Funding: These authors have no support or funding to report.
Competing interests: The authors have declared that no competing interests exist.
Antineutrophil cytoplasmic antibodies (ANCAs) directed against proteinase-3 (PR3) or myeloperoxidase (MPO) are important diagnostic markers for small small-vessel vasculitic syndromes (i.e. Granulomatosis with polyangiitis, microscopic polyangiitis, Eosinophilic granulomatosis and polyangiitis), which are commonly referred to as ANCA-associated vasculitis (AAV) . However, several infectious diseases, particularly infective endocarditis (IE), have been reported to exhibit positive ANCA tests and to mimic AAV, which may lead to a misdiagnosis and inappropriate treatment –. Hence, IE is of particular importance in the differential diagnosis of AAV because the misdiagnosis of an infectious disease as AAV and the administration of immunosuppressive therapy could worsen the infection and lead to disastrous consequences.
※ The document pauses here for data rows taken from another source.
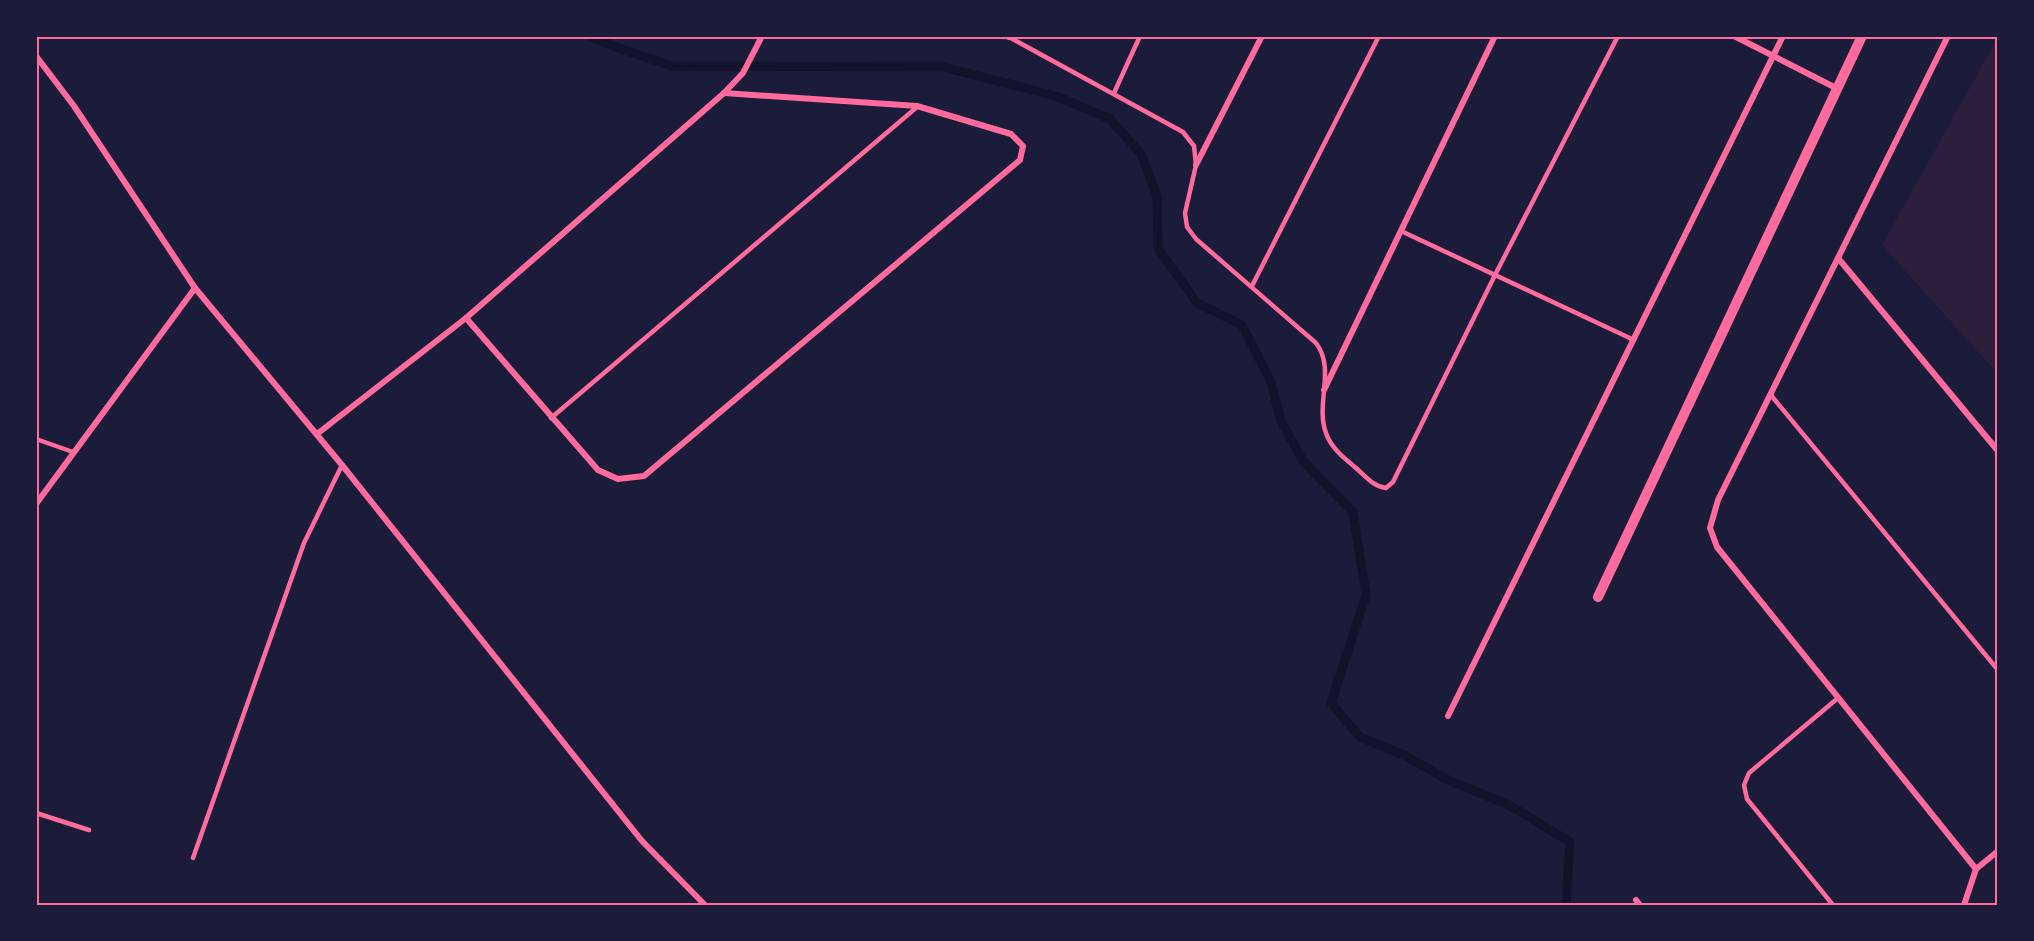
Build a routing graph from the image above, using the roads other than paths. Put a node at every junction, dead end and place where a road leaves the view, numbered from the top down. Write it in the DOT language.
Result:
graph roads {
  1 [pos="762,36"];
  2 [pos="971,36"];
  3 [pos="1140,36"];
  4 [pos="1262,36"];
  5 [pos="1379,36"];
  6 [pos="1495,36"];
  7 [pos="1618,36"];
  8 [pos="1734,36"];
  9 [pos="1784,36"];
  10 [pos="1862,36"];
  11 [pos="1948,36"];
  12 [pos="1010,37"];
  13 [pos="36,56"];
  14 [pos="1773,56"];
  15 [pos="1836,88"];
  16 [pos="724,93"];
  17 [pos="1114,93"];
  18 [pos="917,106"];
  19 [pos="1196,165"];
  20 [pos="1401,231"];
  21 [pos="1838,258"];
  22 [pos="1495,275"];
  23 [pos="1252,286"];
  24 [pos="195,288"];
  25 [pos="466,318"];
  26 [pos="1634,340"];
  27 [pos="1324,390"];
  28 [pos="1770,394"];
  29 [pos="551,418"];
  30 [pos="317,434"];
  31 [pos="36,439"];
  32 [pos="1998,451"];
  33 [pos="73,452"];
  34 [pos="342,465"];
  35 [pos="36,504"];
  36 [pos="1598,597"];
  37 [pos="1998,670"];
  38 [pos="1838,698"];
  39 [pos="1448,716"];
  40 [pos="36,813"];
  41 [pos="89,830"];
  42 [pos="1998,851"];
  43 [pos="193,858"];
  44 [pos="1976,869"];
  45 [pos="705,905"];
  46 [pos="1833,905"];
  47 [pos="1964,905"];
  1 -- 16 [label="street"];
  2 -- 12 [label="lane"];
  3 -- 17 [label="lane"];
  4 -- 19 [label="street"];
  5 -- 23 [label="lane"];
  6 -- 20 [label="street"];
  7 -- 22 [label="lane"];
  8 -- 14 [label="street"];
  9 -- 14 [label="street"];
  10 -- 15 [label="street"];
  11 -- 21 [label="street"];
  12 -- 17 [label="lane"];
  13 -- 24 [label="street"];
  14 -- 15 [label="street"];
  14 -- 26 [label="street"];
  15 -- 36 [label="street"];
  16 -- 18 [label="street"];
  16 -- 25 [label="street"];
  17 -- 19 [label="lane"];
  18 -- 29 [label="lane"];
  18 -- 29 [label="street"];
  19 -- 23 [label="lane"];
  20 -- 22 [label="lane"];
  20 -- 27 [label="street"];
  21 -- 28 [label="street"];
  21 -- 32 [label="street"];
  22 -- 26 [label="lane"];
  22 -- 27 [label="lane"];
  23 -- 27 [label="lane"];
  24 -- 30 [label="street"];
  24 -- 33 [label="street"];
  25 -- 29 [label="street"];
  25 -- 30 [label="street"];
  26 -- 39 [label="street"];
  28 -- 37 [label="lane"];
  28 -- 38 [label="street"];
  30 -- 34 [label="street"];
  31 -- 33 [label="lane"];
  33 -- 35 [label="street"];
  34 -- 43 [label="lane"];
  34 -- 45 [label="street"];
  38 -- 44 [label="street"];
  38 -- 46 [label="lane"];
  40 -- 41 [label="lane"];
  42 -- 44 [label="street"];
  44 -- 47 [label="street"];
}
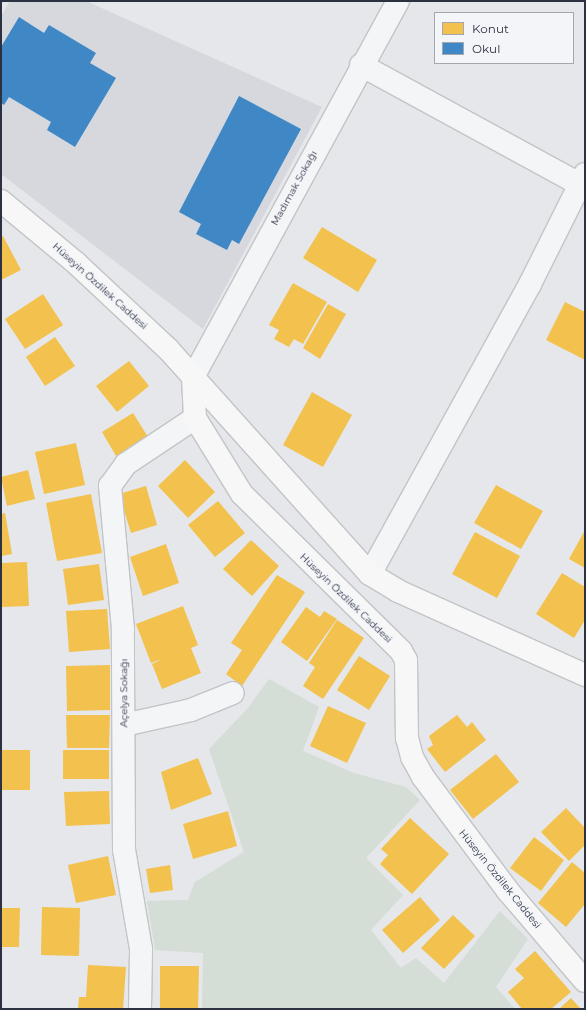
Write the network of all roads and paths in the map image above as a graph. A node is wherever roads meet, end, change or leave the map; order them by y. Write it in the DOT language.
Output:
graph roads {
  1 [pos="398,1"];
  2 [pos="361,65"];
  3 [pos="582,179"];
  4 [pos="1,201"];
  5 [pos="194,377"];
  6 [pos="195,418"];
  7 [pos="370,574"];
  8 [pos="584,672"];
  9 [pos="233,693"];
  10 [pos="124,725"];
  11 [pos="585,981"];
  12 [pos="140,1009"];
  1 -- 2 [label="street, Madımak Sokağı"];
  2 -- 3 [label="street"];
  2 -- 5 [label="street, Madımak Sokağı"];
  3 -- 7 [label="street"];
  4 -- 5 [label="street, Hüseyin Özdilek Caddesi"];
  5 -- 6 [label="street, Hüseyin Özdilek Caddesi"];
  5 -- 7 [label="street, Hüseyin Özdilek Caddesi"];
  6 -- 10 [label="street, Açelya Sokağı"];
  6 -- 11 [label="street, Hüseyin Özdilek Caddesi"];
  7 -- 8 [label="street, Hüseyin Özdilek Caddesi"];
  9 -- 10 [label="street"];
  10 -- 12 [label="street, Açelya Sokağı"];
}
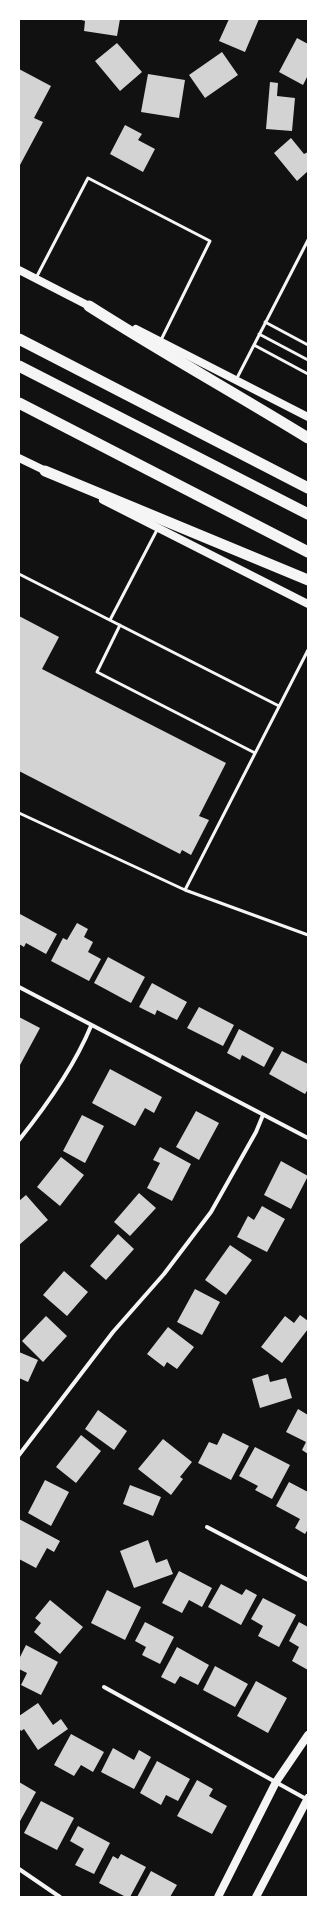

In this report, we describe 13 patients with IE who had positive findings upon testing for ANCA by an antigen-specific enzyme-linked immunosorbent assay (ELISA). We then compared those findings with 26 ANCA-negative patients as well as cases reported in the literature.
This study was approved by the Ethics Review Board of Shanghai Jiaotong University (Shanghai, China). All patients including the guardians on the behalf of the minors participants provided written informed consent to be included in the study.
A total of 161 patients being treated at Shanghai Jiaotong University were diagnosed as having IE according to the modified Duke criteria  between January 2003 and June 2012. We have ruled out the patients with primary ANCA-associated-disease who occur super-infection or IE. Of the 161 patients with IE, only 39 individuals (21 males; age, 46.7±13.5 (range, 17–75) years) had been tested for ANCA; the decision to measure ANCA had been made by the referring physicians. The remaining 122 patients who did not undergo ANCA measurement were excluded from this study. We classified the 39 patients as “ANCA-positive IE” or “ANCA-negative IE” and compared their clinical features. Investigations to exclude the possibility of drugs inducing ANCA were carried out for all patients.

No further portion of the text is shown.